This paper is from a small group at an academic institution. They are trying to innovate in the idea space and are probably quite compute constrained. But for proving ideas smaller problems can make easier analysis even leaving aside compute resources. Not all research can jump straight to SOTA applications. It looks quite interesting, and I wouldn't be surprised to see it applied soon to larger problems.
Baseline time to grok something looks to be around 1000x normal training time so make that $20k per attempt. Probably takes a while too. Their headline number (50x faster than baseline, $400) looks pretty doable if you can make grokking happen reliably at that speed.

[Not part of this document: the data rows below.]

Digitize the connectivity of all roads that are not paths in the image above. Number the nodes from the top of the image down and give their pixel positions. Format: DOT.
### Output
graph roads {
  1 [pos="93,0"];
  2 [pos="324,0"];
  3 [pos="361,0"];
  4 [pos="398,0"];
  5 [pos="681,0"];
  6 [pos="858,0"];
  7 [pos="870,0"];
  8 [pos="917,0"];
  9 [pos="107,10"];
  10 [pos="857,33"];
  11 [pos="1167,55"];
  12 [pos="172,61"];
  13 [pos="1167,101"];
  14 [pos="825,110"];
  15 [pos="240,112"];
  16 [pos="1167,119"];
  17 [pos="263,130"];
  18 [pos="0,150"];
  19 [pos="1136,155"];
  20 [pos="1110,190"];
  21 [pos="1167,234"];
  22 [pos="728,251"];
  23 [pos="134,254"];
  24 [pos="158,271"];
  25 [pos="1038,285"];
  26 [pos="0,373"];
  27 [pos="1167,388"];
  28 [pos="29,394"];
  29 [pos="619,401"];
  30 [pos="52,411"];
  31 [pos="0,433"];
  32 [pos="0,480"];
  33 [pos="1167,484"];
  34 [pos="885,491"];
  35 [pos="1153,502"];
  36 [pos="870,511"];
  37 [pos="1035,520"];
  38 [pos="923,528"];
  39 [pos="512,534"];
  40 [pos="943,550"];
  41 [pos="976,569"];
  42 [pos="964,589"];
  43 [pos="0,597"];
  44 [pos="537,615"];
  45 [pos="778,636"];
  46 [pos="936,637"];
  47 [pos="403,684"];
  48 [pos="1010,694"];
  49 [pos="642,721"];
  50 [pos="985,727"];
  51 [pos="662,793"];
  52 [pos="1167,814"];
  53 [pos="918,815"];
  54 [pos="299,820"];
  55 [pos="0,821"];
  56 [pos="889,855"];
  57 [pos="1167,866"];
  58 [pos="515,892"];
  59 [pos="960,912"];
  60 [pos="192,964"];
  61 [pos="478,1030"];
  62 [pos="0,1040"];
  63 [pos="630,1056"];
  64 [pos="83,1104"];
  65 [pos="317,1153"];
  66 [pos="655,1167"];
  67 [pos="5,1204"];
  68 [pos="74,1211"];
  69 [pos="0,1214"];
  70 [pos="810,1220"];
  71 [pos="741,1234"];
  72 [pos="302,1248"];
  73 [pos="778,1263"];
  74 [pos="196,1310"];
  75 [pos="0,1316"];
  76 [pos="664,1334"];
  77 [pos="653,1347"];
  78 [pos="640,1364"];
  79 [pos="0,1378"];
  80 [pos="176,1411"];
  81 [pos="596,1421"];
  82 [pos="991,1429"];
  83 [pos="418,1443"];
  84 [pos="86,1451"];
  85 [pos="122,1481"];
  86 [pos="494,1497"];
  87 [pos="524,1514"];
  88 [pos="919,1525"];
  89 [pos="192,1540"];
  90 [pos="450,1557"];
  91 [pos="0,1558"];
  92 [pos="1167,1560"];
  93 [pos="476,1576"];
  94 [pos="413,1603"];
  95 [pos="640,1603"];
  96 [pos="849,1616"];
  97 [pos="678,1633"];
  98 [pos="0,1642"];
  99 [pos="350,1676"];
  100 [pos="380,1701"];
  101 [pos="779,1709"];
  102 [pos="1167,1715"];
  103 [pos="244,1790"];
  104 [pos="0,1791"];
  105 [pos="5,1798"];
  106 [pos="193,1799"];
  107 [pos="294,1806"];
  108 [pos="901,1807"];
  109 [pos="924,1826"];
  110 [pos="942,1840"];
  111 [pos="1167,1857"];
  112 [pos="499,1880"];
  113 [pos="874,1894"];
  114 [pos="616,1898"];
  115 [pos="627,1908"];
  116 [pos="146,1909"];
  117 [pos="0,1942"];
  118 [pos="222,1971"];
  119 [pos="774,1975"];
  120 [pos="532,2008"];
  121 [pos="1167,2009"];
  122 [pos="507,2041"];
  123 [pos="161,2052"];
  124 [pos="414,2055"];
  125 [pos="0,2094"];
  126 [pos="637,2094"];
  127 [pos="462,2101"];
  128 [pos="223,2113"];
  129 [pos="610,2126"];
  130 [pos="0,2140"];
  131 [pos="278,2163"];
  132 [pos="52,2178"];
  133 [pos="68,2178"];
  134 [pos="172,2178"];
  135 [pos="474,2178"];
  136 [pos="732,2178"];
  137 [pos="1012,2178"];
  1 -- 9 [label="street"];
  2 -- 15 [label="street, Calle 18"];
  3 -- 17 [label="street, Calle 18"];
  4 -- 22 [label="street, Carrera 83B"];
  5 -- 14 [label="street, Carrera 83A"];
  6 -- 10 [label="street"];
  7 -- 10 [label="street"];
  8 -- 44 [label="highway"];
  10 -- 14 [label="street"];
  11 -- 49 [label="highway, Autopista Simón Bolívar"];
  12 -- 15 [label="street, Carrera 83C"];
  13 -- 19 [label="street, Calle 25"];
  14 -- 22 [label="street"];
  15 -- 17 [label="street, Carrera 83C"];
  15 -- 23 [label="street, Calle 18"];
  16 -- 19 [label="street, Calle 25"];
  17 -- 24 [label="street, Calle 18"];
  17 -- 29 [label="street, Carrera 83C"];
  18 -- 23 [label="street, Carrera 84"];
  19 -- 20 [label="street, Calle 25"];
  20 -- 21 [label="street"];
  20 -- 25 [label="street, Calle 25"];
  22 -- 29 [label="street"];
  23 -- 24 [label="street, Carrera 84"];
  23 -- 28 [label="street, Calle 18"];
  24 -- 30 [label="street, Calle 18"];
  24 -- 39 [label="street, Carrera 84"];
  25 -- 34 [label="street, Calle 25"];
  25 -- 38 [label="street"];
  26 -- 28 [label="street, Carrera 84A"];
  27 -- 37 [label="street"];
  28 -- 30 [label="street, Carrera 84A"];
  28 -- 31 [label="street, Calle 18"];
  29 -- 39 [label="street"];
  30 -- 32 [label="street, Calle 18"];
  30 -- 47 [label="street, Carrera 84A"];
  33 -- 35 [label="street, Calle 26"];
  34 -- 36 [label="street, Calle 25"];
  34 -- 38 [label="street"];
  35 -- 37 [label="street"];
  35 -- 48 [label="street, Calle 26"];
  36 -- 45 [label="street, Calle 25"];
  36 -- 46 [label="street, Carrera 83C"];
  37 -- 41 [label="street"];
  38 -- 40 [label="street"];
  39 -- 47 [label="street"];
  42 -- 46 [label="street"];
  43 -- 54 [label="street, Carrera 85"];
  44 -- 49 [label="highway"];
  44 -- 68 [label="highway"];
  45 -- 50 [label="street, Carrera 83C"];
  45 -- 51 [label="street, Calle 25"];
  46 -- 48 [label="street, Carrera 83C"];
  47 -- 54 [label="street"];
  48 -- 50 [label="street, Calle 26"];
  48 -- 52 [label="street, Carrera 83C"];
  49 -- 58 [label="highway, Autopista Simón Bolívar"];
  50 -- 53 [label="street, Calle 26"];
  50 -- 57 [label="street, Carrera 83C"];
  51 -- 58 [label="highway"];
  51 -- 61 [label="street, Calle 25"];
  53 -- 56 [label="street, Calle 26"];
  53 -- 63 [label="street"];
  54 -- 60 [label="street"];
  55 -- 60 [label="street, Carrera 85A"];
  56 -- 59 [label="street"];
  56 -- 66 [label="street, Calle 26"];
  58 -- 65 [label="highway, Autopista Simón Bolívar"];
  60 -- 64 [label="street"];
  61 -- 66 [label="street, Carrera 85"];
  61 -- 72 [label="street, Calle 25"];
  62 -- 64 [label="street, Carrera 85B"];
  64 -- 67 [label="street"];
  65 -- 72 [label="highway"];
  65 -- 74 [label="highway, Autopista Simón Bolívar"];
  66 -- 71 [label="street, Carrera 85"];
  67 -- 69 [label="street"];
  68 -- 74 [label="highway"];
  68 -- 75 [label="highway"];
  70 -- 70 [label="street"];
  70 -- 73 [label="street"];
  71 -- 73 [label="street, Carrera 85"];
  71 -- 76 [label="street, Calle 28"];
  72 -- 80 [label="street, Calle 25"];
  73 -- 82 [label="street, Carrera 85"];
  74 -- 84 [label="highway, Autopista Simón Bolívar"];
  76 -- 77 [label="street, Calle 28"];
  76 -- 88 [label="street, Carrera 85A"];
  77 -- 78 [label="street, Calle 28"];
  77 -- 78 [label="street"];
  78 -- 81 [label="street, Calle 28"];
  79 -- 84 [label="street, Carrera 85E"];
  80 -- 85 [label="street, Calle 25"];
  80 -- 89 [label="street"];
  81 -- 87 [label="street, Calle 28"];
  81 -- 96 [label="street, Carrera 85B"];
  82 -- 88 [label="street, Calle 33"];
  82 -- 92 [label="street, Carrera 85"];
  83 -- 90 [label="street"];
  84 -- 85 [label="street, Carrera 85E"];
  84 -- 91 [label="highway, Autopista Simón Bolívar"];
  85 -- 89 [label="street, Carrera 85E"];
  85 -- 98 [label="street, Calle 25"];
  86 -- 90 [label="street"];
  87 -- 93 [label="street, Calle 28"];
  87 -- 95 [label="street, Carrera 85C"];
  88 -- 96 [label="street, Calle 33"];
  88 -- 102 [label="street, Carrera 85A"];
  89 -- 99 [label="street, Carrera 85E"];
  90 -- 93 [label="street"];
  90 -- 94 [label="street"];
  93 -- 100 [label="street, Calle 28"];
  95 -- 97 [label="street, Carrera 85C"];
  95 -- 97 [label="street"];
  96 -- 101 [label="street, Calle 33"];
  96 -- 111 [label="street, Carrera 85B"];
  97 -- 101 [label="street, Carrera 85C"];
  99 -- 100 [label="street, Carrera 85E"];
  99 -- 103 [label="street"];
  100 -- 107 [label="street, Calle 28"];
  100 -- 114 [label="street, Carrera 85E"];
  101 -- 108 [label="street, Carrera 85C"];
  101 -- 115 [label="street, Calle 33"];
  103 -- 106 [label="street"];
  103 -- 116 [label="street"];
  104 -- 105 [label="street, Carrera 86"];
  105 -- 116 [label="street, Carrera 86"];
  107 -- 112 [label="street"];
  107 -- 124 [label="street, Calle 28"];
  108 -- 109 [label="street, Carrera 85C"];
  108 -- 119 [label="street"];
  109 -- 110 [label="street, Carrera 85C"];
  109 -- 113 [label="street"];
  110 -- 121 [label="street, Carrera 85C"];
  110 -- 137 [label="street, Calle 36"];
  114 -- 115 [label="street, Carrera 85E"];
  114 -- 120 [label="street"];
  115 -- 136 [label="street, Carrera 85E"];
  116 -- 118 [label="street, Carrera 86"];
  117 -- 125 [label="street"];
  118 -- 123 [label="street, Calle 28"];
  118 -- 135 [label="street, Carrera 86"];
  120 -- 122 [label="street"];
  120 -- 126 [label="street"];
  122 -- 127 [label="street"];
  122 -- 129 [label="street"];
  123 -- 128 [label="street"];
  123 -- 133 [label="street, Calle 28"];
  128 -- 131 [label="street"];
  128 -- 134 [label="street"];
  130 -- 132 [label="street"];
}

I’ve been in a small group at an academic institution. With our meager resources we trained larger models than this on many different vision problems. I personally train LLMs on OpenWebText than this using a few 4090s (not work related). Is that too much for a small group?
MNIST is solvable using two pixels. It shouldn’t be one of two benchmarks in a paper, again just in my opinion. It’s useful for debugging only.
I thought so at first, but the repo's[0] owner and the first name listed in the article has Seoul National University on their Github profile.
Far away from a small academic institution.
Oh hm, so they are. I thought they were binary because they used a digital pen to create them, IIRC, and logistic regression is always the baseline; but checking, they technically are grayscale and people don't always binarize them. So I guess information-theoretically, if they are 0-255 valued, then 2 pixels could potentially let you classify pretty well if sufficiently pathological.